== Exercise input ==
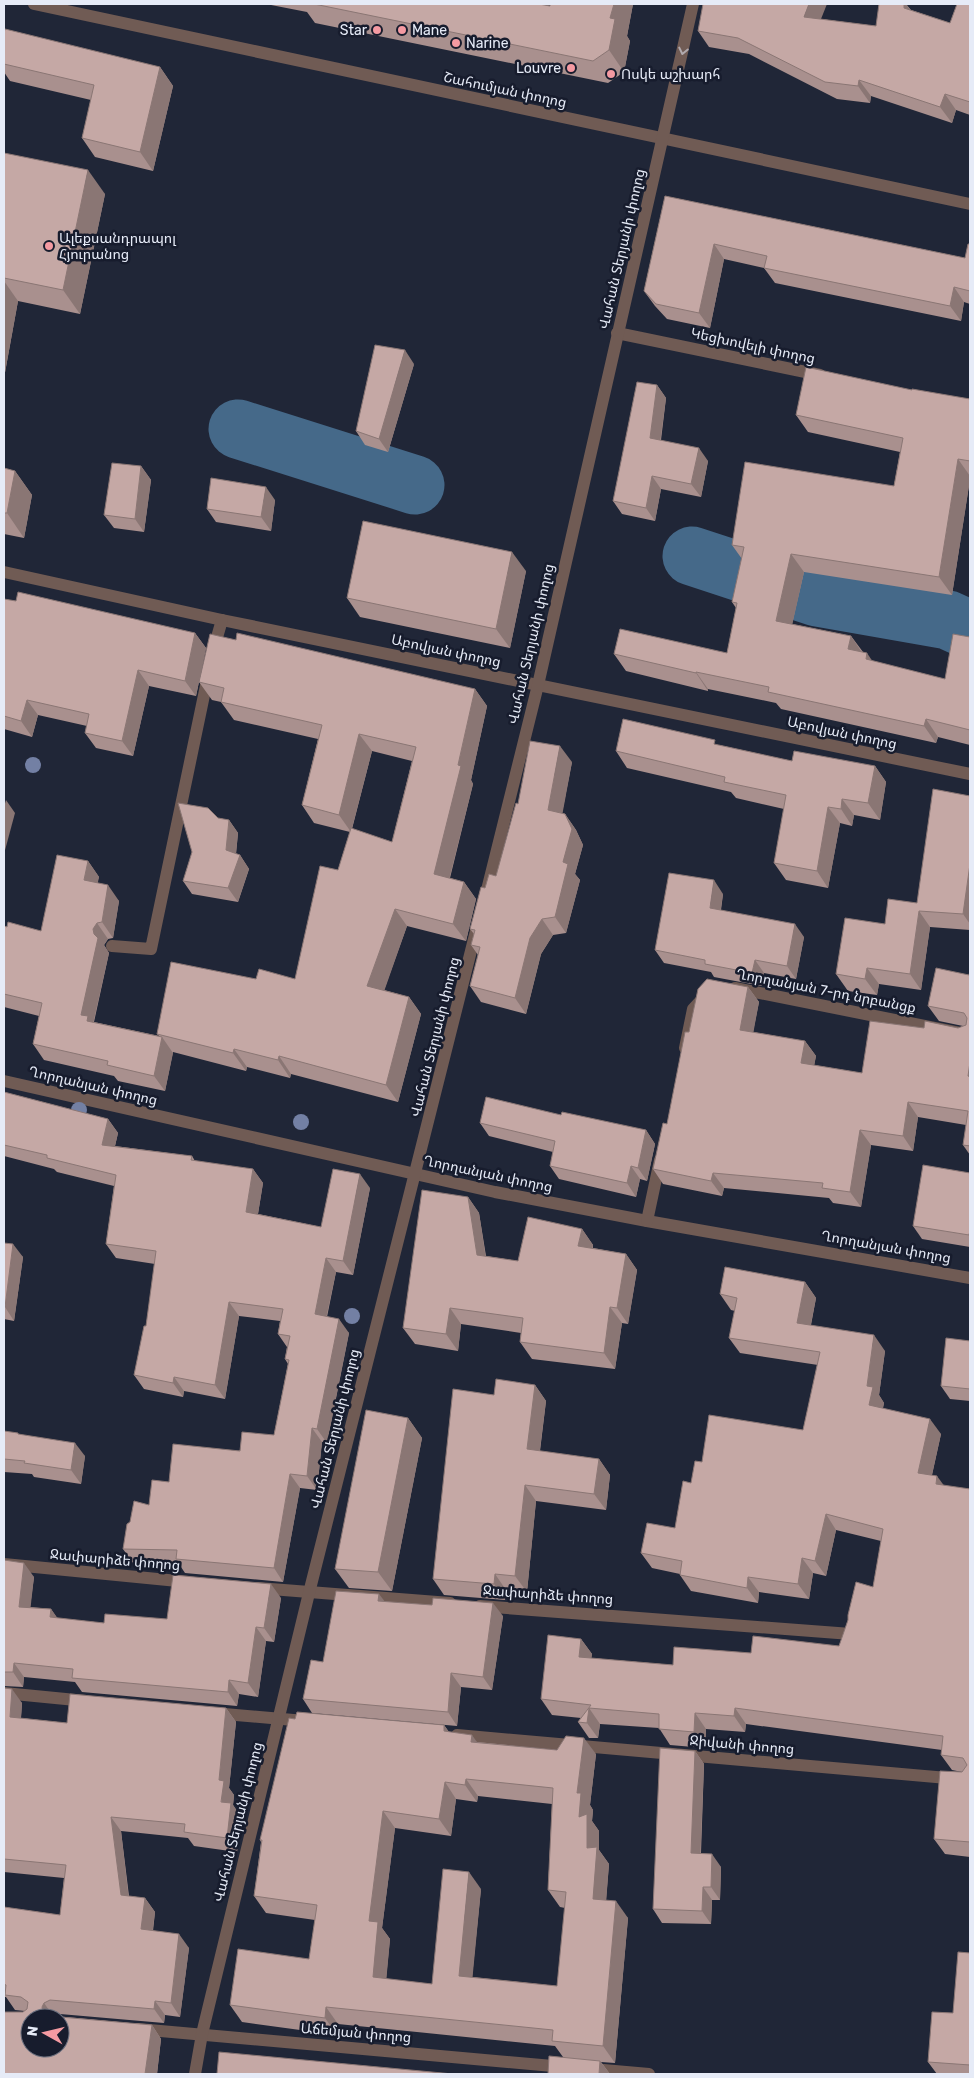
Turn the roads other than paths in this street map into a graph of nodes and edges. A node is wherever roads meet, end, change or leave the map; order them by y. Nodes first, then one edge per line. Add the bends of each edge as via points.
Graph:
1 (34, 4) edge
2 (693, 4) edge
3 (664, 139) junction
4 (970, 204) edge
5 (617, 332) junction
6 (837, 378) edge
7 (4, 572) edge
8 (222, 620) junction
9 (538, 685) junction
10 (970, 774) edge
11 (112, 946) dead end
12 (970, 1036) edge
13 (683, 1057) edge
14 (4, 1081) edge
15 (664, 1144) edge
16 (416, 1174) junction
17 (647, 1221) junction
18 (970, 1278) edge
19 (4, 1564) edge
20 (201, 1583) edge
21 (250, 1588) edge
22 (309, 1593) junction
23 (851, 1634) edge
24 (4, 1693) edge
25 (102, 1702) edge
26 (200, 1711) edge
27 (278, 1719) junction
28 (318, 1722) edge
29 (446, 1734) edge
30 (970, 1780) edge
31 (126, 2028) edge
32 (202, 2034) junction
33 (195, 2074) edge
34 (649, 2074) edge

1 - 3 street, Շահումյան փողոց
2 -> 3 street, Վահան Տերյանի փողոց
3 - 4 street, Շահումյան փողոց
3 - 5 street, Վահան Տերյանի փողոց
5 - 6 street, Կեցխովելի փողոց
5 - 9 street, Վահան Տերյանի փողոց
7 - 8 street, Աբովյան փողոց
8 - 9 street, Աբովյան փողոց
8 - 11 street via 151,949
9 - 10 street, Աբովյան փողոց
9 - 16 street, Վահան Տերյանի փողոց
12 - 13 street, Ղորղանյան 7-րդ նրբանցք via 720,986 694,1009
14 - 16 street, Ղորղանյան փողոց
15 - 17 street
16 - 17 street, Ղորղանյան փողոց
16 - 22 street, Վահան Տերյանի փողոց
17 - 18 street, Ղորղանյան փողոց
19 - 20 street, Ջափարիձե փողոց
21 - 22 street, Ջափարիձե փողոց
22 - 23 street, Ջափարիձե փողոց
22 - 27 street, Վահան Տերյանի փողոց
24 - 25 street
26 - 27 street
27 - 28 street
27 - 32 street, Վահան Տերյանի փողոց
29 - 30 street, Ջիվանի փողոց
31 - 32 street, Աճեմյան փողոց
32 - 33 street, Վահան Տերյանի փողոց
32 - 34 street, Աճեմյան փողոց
===
# What the exercise asks
With images excluded, write the records above out again exactly.

# Solution
Turn the roads other than paths in this street map into a graph of nodes and edges. A node is wherever roads meet, end, change or leave the map; order them by y. Nodes first, then one edge per line. Add the bends of each edge as via points.
Graph:
1 (34, 4) edge
2 (693, 4) edge
3 (664, 139) junction
4 (970, 204) edge
5 (617, 332) junction
6 (837, 378) edge
7 (4, 572) edge
8 (222, 620) junction
9 (538, 685) junction
10 (970, 774) edge
11 (112, 946) dead end
12 (970, 1036) edge
13 (683, 1057) edge
14 (4, 1081) edge
15 (664, 1144) edge
16 (416, 1174) junction
17 (647, 1221) junction
18 (970, 1278) edge
19 (4, 1564) edge
20 (201, 1583) edge
21 (250, 1588) edge
22 (309, 1593) junction
23 (851, 1634) edge
24 (4, 1693) edge
25 (102, 1702) edge
26 (200, 1711) edge
27 (278, 1719) junction
28 (318, 1722) edge
29 (446, 1734) edge
30 (970, 1780) edge
31 (126, 2028) edge
32 (202, 2034) junction
33 (195, 2074) edge
34 (649, 2074) edge

1 - 3 street, Շահումյան փողոց
2 -> 3 street, Վահան Տերյանի փողոց
3 - 4 street, Շահումյան փողոց
3 - 5 street, Վահան Տերյանի փողոց
5 - 6 street, Կեցխովելի փողոց
5 - 9 street, Վահան Տերյանի փողոց
7 - 8 street, Աբովյան փողոց
8 - 9 street, Աբովյան փողոց
8 - 11 street via 151,949
9 - 10 street, Աբովյան փողոց
9 - 16 street, Վահան Տերյանի փողոց
12 - 13 street, Ղորղանյան 7-րդ նրբանցք via 720,986 694,1009
14 - 16 street, Ղորղանյան փողոց
15 - 17 street
16 - 17 street, Ղորղանյան փողոց
16 - 22 street, Վահան Տերյանի փողոց
17 - 18 street, Ղորղանյան փողոց
19 - 20 street, Ջափարիձե փողոց
21 - 22 street, Ջափարիձե փողոց
22 - 23 street, Ջափարիձե փողոց
22 - 27 street, Վահան Տերյանի փողոց
24 - 25 street
26 - 27 street
27 - 28 street
27 - 32 street, Վահան Տերյանի փողոց
29 - 30 street, Ջիվանի փողոց
31 - 32 street, Աճեմյան փողոց
32 - 33 street, Վահան Տերյանի փողոց
32 - 34 street, Աճեմյան փողոց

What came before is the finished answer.